A day in the life of an embalmer
“As soon as I got the job, I knew this was it for me!”
Lorna Brierley-Davies tells us what life is like being an embalmer, why she won an award for her work, and how music can be a great distraction from the serious nature of the job at hand.
Lorna Brierley-Davies, 32, Embalmer, Dignity Service Centre, West London
Why did you become an embalmer?
I have been an embalmer for going on six years now and I only got into it by chance. At the time, I was a mortuary assistant at Ealing hospital. Upon signing a deceased out of my care to two Dignity employees, one asked if I had ever thought about embalming.
I asked for their manager's details and sent my CV, supporting letter, two written references and a letter explaining who I was and to be considered for a position if one became available. As soon as I got the job, I knew this was it for me! I love that it is my own skill and interpretations that give a family a positive experience, at an extremely sad time in their lives.
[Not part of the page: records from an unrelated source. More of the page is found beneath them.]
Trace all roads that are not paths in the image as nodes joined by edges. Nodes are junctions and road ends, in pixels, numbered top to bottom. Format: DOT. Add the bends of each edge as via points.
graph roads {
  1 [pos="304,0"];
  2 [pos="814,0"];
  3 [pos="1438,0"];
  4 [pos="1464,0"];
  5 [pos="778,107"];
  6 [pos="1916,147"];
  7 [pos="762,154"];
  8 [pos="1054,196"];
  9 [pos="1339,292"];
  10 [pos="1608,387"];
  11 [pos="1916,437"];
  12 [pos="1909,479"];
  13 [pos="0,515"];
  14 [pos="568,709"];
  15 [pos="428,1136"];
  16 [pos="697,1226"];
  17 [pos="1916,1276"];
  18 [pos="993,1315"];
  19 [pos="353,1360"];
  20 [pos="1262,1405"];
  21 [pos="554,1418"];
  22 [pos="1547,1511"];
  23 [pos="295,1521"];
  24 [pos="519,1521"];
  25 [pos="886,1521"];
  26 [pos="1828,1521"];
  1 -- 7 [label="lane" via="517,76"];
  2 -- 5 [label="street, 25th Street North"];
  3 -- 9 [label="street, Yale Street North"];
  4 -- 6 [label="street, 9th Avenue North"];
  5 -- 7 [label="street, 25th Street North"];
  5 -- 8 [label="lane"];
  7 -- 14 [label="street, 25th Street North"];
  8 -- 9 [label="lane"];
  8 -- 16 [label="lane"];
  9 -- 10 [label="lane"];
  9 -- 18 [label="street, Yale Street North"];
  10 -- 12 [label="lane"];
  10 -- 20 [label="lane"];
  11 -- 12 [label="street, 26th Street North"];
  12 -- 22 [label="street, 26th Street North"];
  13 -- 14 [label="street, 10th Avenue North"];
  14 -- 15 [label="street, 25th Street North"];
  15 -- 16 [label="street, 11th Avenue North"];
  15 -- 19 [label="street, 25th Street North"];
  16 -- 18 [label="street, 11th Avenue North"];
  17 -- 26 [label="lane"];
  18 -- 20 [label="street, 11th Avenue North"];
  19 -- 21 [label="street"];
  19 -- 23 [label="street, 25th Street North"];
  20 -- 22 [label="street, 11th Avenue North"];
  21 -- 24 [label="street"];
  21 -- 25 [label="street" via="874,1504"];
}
Why did you win an award for your work?
When a person completes the embalming course, the highest grades get put forward to the Trustees of embalmers around the world. I received a mark of 100% and the examiner stated, “In the 25 years I've been doing this job, I’ve never given anyone 100%.”
I was chuffed to bits! I got an International award and a cheque from the Trustees. I was so grateful.
What does your typical day at work look like?
Firstly, I collect all my case reports. Then, I print out 3-4 days of transfer sheets which help prioritise my work load. I perform a fridge check, to see which of the deceased are in our care. I then undergo the embalming procedures; I wash, shave, apply make up, clean and prepare bodies. At the end of each day, I clean the embalming suite and my instruments.
Are there any questions that families ask you?
Though I am not client facing, I do still get a few requests. I have been asked to make a loved one’s hair or make up similar to a photo and have also been asked to provide locks of hair for the family to keep.
There was an instance when I was asked to take fingerprints and create a three dimensional hand model of the deceased. I’ve also been asked to take DNA samples, for later testing.
Are there any misconceptions or myths about embalming?
I have been asked whether the deceased twitch or sit up due to muscle spasm, though I've found neither of these to be true.
I’ve also found that a lot of people are unaware that you don't need any type of medical background or a degree to be an embalmer. If there is enough drive and interest, anyone can do the job.
How do you distract yourself during the embalming process?
I have a radio on low in the background. It keeps my mind distracted from the serious nature of the job at hand.